(ENTRIES PROVIDED begins)

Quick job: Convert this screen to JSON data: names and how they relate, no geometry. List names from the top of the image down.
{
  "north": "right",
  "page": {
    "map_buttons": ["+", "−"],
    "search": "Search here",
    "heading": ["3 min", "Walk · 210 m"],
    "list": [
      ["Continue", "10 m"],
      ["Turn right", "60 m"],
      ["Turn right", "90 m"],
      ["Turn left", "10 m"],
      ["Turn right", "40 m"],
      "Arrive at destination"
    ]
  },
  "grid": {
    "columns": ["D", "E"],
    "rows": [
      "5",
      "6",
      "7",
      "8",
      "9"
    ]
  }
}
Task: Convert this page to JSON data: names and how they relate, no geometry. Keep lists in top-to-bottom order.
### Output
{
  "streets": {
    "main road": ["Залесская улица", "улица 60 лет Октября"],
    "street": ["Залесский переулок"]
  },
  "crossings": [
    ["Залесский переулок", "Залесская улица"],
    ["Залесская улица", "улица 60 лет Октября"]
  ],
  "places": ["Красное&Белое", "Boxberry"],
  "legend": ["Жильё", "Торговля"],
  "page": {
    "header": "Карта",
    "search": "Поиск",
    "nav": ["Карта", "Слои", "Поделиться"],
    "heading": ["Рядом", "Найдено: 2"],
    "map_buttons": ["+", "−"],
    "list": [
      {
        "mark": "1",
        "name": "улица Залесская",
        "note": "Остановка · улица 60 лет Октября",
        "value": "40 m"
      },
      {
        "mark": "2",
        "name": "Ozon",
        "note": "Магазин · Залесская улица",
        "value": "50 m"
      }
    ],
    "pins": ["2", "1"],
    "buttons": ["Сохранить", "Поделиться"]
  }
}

(ENTRIES PROVIDED ends)

_EXERCISE:_ From the opening line of the data above through the line that contains "Task: Convert this", please print each line as it stands and only those lines.

_THE ANSWER:_
Quick job: Convert this screen to JSON data: names and how they relate, no geometry. List names from the top of the image down.
{
  "north": "right",
  "page": {
    "map_buttons": ["+", "−"],
    "search": "Search here",
    "heading": ["3 min", "Walk · 210 m"],
    "list": [
      ["Continue", "10 m"],
      ["Turn right", "60 m"],
      ["Turn right", "90 m"],
      ["Turn left", "10 m"],
      ["Turn right", "40 m"],
      "Arrive at destination"
    ]
  },
  "grid": {
    "columns": ["D", "E"],
    "rows": [
      "5",
      "6",
      "7",
      "8",
      "9"
    ]
  }
}
Task: Convert this page to JSON data: names and how they relate, no geometry. Keep lists in top-to-bottom order.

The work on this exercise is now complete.